Regional Autonomy and the Danger of Bankruptcy
- 1 Januari 1970
Robert Endi Jaweng
Executive Director of Regional Autonomy Watch (KPPOD), Jakarta
Who says that a government entity in the public sector can’t go bankrupt like a private corporation? In some countries, there have been the dissolution and merging of regions due to inefficiency leading to bankruptcy.
In 1970, Denmark cut its number of regions from 25 to 14, while Canada slashed the number of its municipalities from 815 to 445 through 2004, and Japan in 1999-2006 reduced the number of municipalities from 3,232 to 1,821. Some other countries followed suit for the sake of efficiency, citing the whopping operational costs to keep public services running.
The most recent and phenomenal case of a region’s survival is the bankruptcy of the city of Detroit in Michigan, US. Michigan Governor Risk Snyder declared the city, which is famous for its automotive industry, bankrupt due to accumulated debts (the Free Press estimated the city’s debt accumulation at US$18.5 billion), public budget inefficiency and the poor quality of government service.
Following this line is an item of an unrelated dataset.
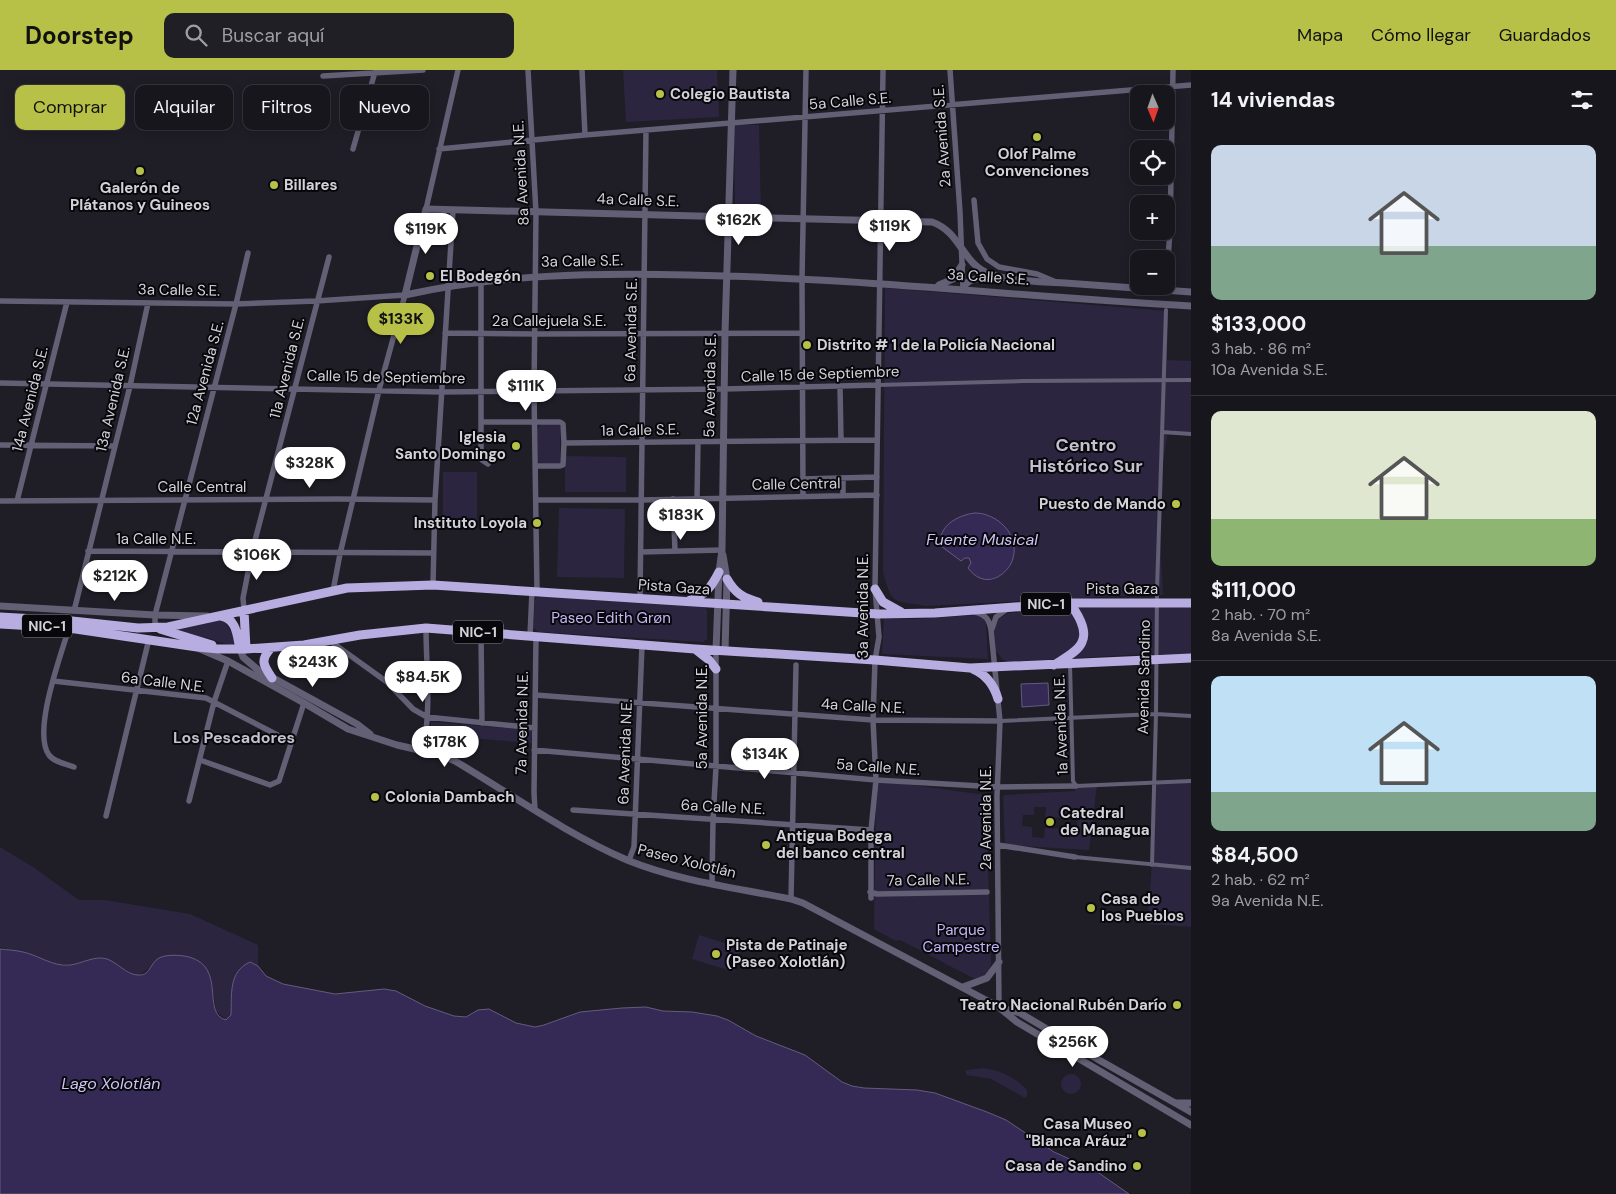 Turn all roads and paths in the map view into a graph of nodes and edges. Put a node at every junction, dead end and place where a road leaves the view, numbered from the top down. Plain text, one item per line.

In Indonesia, what happened to Detroit is unimaginable if not impossible, particularly due to opposition from political elites. However, whether or not bankruptcy is legally possible here, facts show that many regency and municipal governments in the country are inefficient or technically almost bankrupt in the view of fiscal aspects and development performance.
Political elites will certainly refuse to declare a region bankrupt but local people, who are most affected by the financial constraints facing a regional government, can feel the administration barely exists and cannot help them. They deem the local government often takes irrelevant action that only saps the regional budget.
Let’s take a look at this issue from the fiscal side. Some of the most crucial problems in this era of autonomy are maladministration, mismanagement and corruption of development budgets.
Maladministration is abvious and visible in the quality of financial reports. In 2010, only 34 regions, or 7 percent of the total number of regional administrations, received unqualified opinions from the Supreme Audit Agency (BPK). In the following year, the figure increased to 67 or 12 percent.
Most regional administrations failed to meet the minimum accounting standards. Bad budgetary government practices to some extent indicate bankruptcy of financial administration quality.
Mismanagement leads to inefficiency in budget allocations. Home Ministry data show that about 290 regional governments allocated more than a half their budgets for civil service spending in 2012, up by 135 percent since 2011 across 124 regions.
Worse, of the 290 regions, 11 regencies/cities saw bureaucracy expenditure account for more than 70 percent of their budgets. Topping the list were Langsa city in Aceh with 76 percent; Kuningan Regency in West Java with 74 percent; Ambon City in Maluku with 73 percent, and the regencies of Bantul in Yogyakarta; Bireuen and West Aceh in Aceh; Klaten and Karanganyar in Central Java; Gorontalo in Gorontalo, and Padang Sidempuan in West Sumatera, each with 70-71 percent.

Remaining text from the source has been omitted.